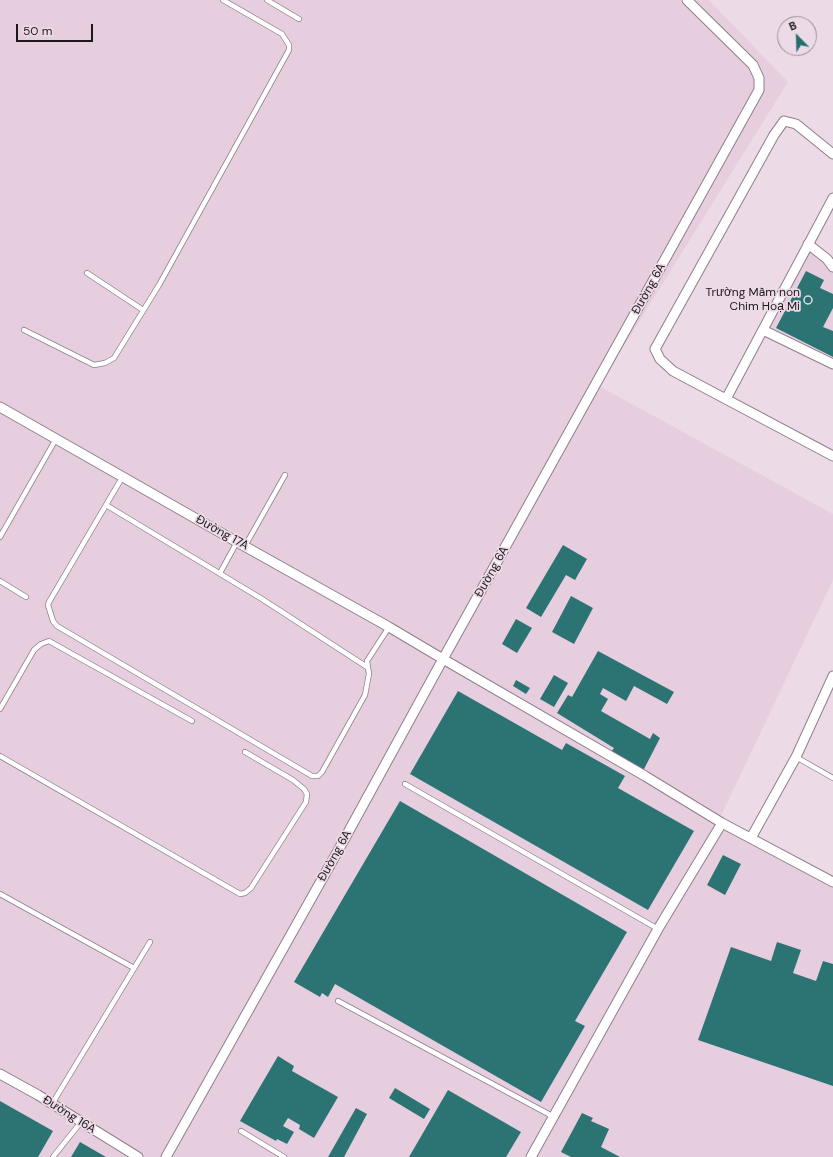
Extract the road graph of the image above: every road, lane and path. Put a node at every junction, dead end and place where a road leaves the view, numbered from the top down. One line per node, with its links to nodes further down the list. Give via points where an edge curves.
1 (223, 0): 10 (lane, via 282,34 289,45 289,50)
2 (267, 0): 4 (lane)
3 (687, 0): 27 (street, Đường 6A, via 753,65 759,78 759,90)
4 (299, 19)
5 (833, 154): 14 (street, via 796,124 784,121 655,349 660,359 674,371)
6 (833, 198): 7 (street)
7 (808, 244): 8 (street); 12 (street)
8 (833, 267)
9 (87, 273): 10 (lane)
10 (143, 310): 11 (lane, via 114,358 94,365)
11 (24, 330)
12 (763, 330): 13 (street); 14 (street)
13 (833, 364)
14 (726, 399): 17 (street)
15 (0, 407): 16 (street, Đường 17A)
16 (56, 439): 19 (street, Đường 17A); 21 (lane)
17 (833, 456)
18 (285, 475): 22 (lane)
19 (123, 476): 20 (lane); 22 (street, Đường 17A)
20 (106, 505): 23 (lane); 28 (lane, via 49,602 57,626 312,776 318,776 322,772 365,695 370,674)
21 (0, 537)
22 (241, 544): 23 (lane); 26 (street, Đường 17A)
23 (220, 573): 28 (lane)
24 (0, 581): 25 (lane)
25 (26, 597)
26 (389, 626): 27 (street, Đường 17A); 28 (lane, via 367,662)
27 (443, 659): 37 (street, Đường 17A); 52 (street, Đường 6A)
28 (367, 667)
29 (832, 680): 34 (street)
30 (0, 709): 31 (lane, via 34,650 49,641)
31 (192, 721)
32 (245, 752): 33 (lane, via 304,789 306,802 251,888 240,894)
33 (0, 756)
34 (796, 757): 35 (lane); 38 (street)
35 (833, 778)
36 (405, 784): 41 (lane)
37 (722, 823): 38 (street, Đường 17A); 41 (street)
38 (751, 838): 39 (street, Đường 17A)
39 (833, 882)
40 (0, 894): 43 (lane)
41 (658, 929): 47 (street)
42 (150, 942): 43 (lane)
43 (134, 968): 46 (lane)
44 (338, 1001): 47 (lane)
45 (0, 1074): 46 (street, Đường 16A)
46 (52, 1104): 48 (street, Đường 16A)
47 (554, 1116): 54 (street)
48 (81, 1122): 50 (lane); 51 (street, Đường 16A)
49 (241, 1131): 53 (lane)
50 (53, 1157)
51 (138, 1157)
52 (166, 1157)
53 (284, 1157)
54 (531, 1157)

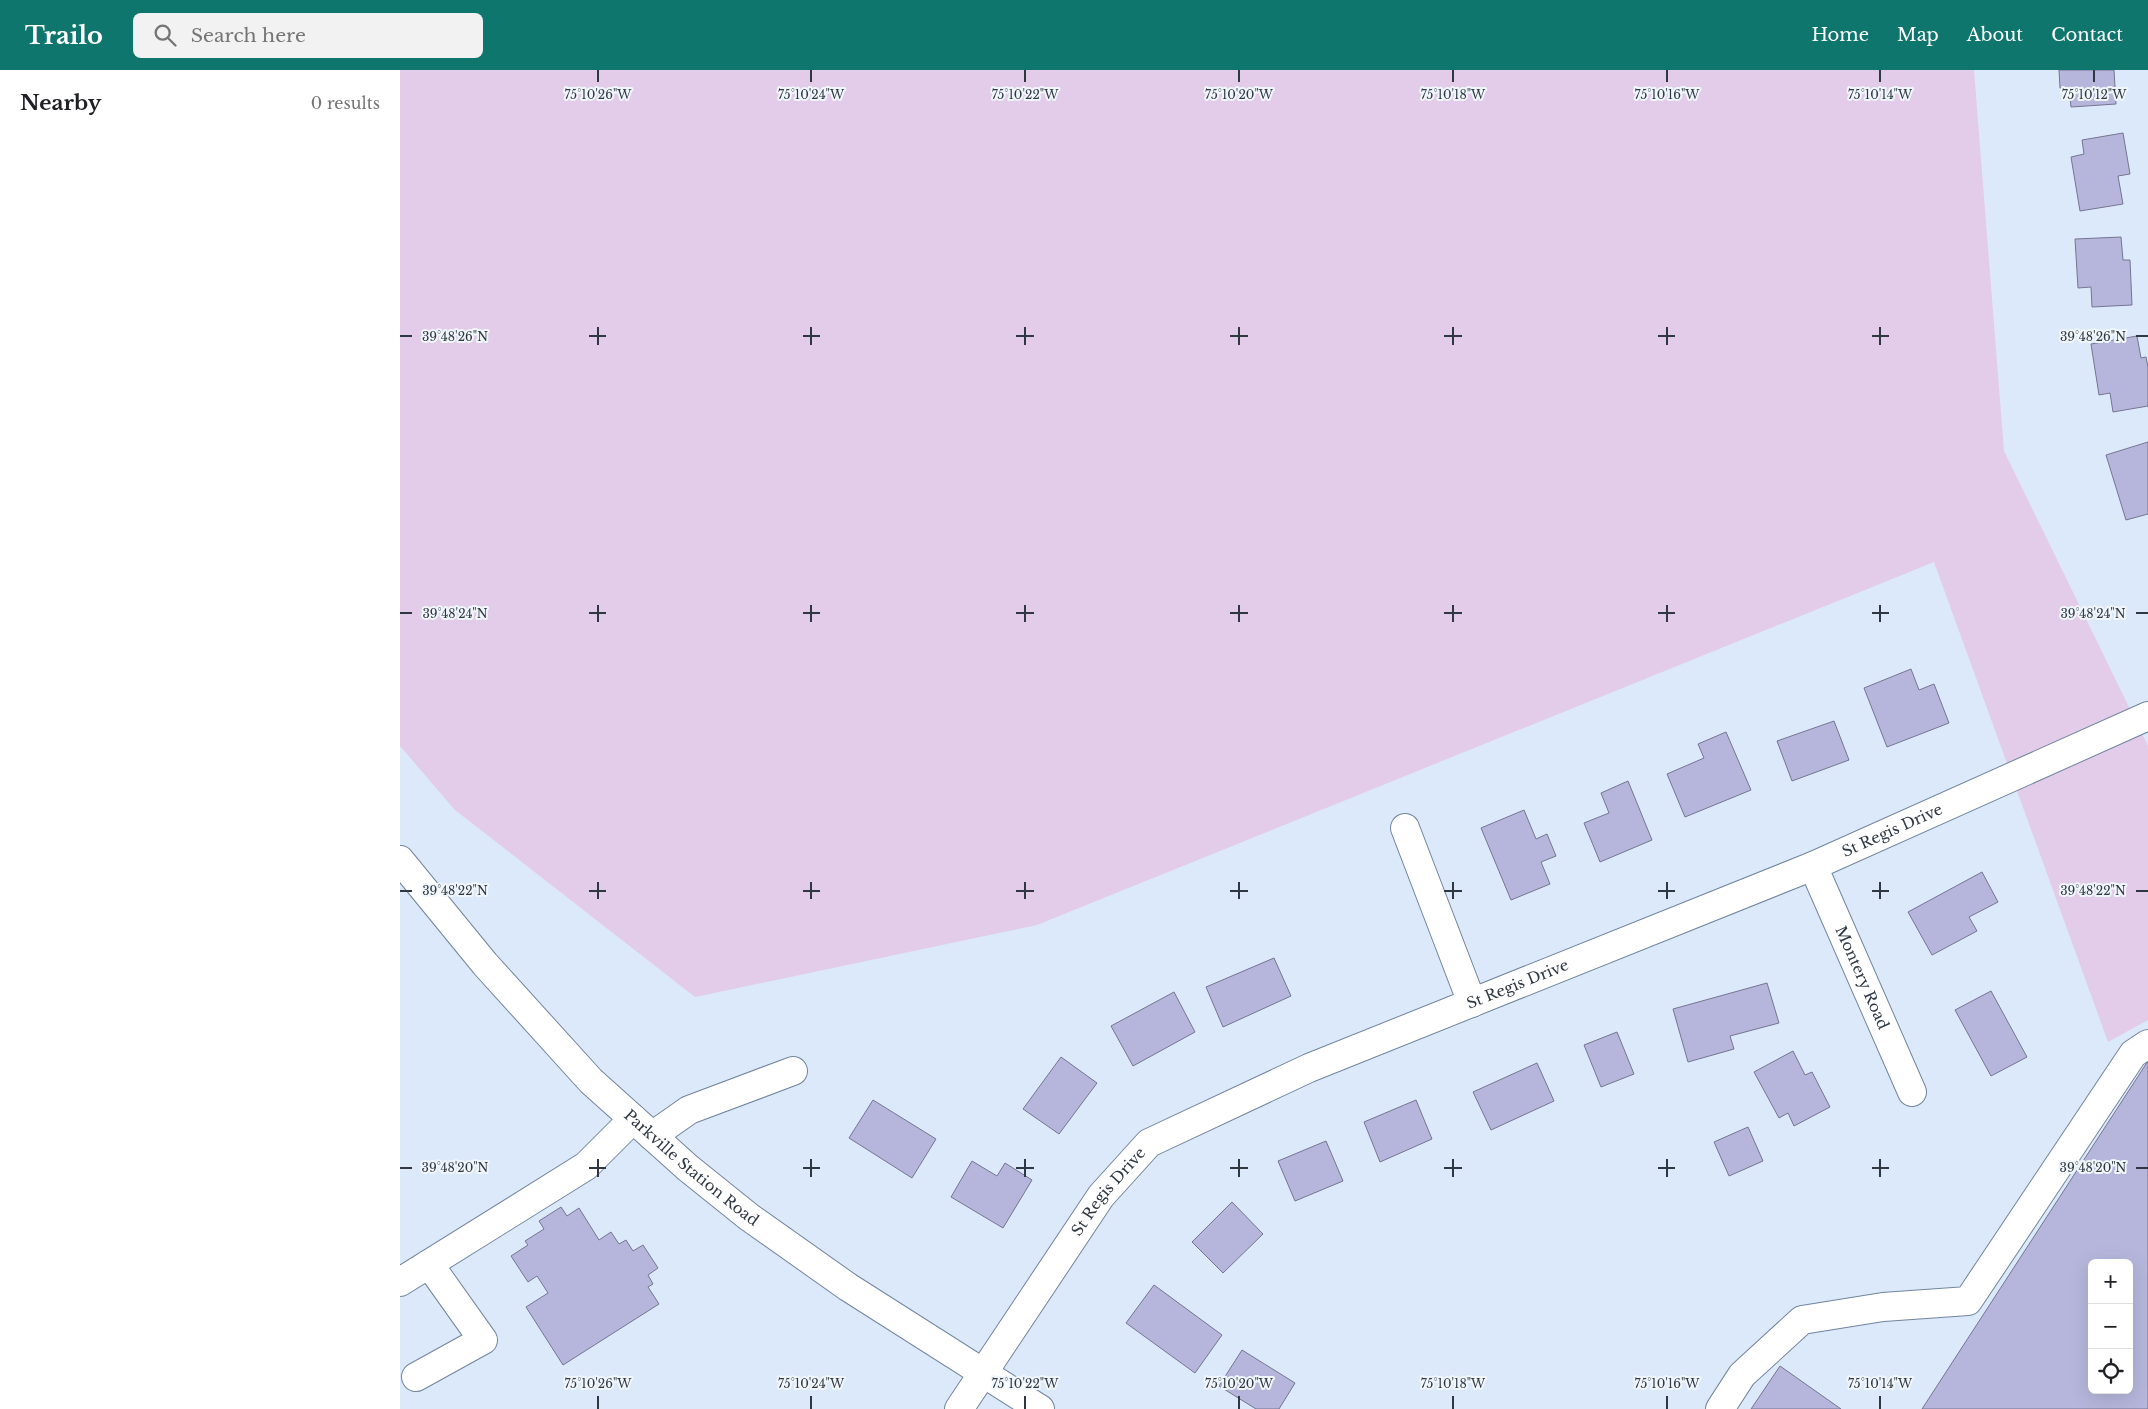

== == ==

→ **Requirement**
Should a picture appear among the entries above, omit it and repeat everything else exactly.

→ **Task result**
Extract the road graph of the image above: every road, lane and path. Put a node at every junction, dead end and place where a road leaves the view, numbered from the top down. One line per node, with its links to nodes further down the list. Give via points where an edge curves.
1 (223, 0): 10 (lane, via 282,34 289,45 289,50)
2 (267, 0): 4 (lane)
3 (687, 0): 27 (street, Đường 6A, via 753,65 759,78 759,90)
4 (299, 19)
5 (833, 154): 14 (street, via 796,124 784,121 655,349 660,359 674,371)
6 (833, 198): 7 (street)
7 (808, 244): 8 (street); 12 (street)
8 (833, 267)
9 (87, 273): 10 (lane)
10 (143, 310): 11 (lane, via 114,358 94,365)
11 (24, 330)
12 (763, 330): 13 (street); 14 (street)
13 (833, 364)
14 (726, 399): 17 (street)
15 (0, 407): 16 (street, Đường 17A)
16 (56, 439): 19 (street, Đường 17A); 21 (lane)
17 (833, 456)
18 (285, 475): 22 (lane)
19 (123, 476): 20 (lane); 22 (street, Đường 17A)
20 (106, 505): 23 (lane); 28 (lane, via 49,602 57,626 312,776 318,776 322,772 365,695 370,674)
21 (0, 537)
22 (241, 544): 23 (lane); 26 (street, Đường 17A)
23 (220, 573): 28 (lane)
24 (0, 581): 25 (lane)
25 (26, 597)
26 (389, 626): 27 (street, Đường 17A); 28 (lane, via 367,662)
27 (443, 659): 37 (street, Đường 17A); 52 (street, Đường 6A)
28 (367, 667)
29 (832, 680): 34 (street)
30 (0, 709): 31 (lane, via 34,650 49,641)
31 (192, 721)
32 (245, 752): 33 (lane, via 304,789 306,802 251,888 240,894)
33 (0, 756)
34 (796, 757): 35 (lane); 38 (street)
35 (833, 778)
36 (405, 784): 41 (lane)
37 (722, 823): 38 (street, Đường 17A); 41 (street)
38 (751, 838): 39 (street, Đường 17A)
39 (833, 882)
40 (0, 894): 43 (lane)
41 (658, 929): 47 (street)
42 (150, 942): 43 (lane)
43 (134, 968): 46 (lane)
44 (338, 1001): 47 (lane)
45 (0, 1074): 46 (street, Đường 16A)
46 (52, 1104): 48 (street, Đường 16A)
47 (554, 1116): 54 (street)
48 (81, 1122): 50 (lane); 51 (street, Đường 16A)
49 (241, 1131): 53 (lane)
50 (53, 1157)
51 (138, 1157)
52 (166, 1157)
53 (284, 1157)
54 (531, 1157)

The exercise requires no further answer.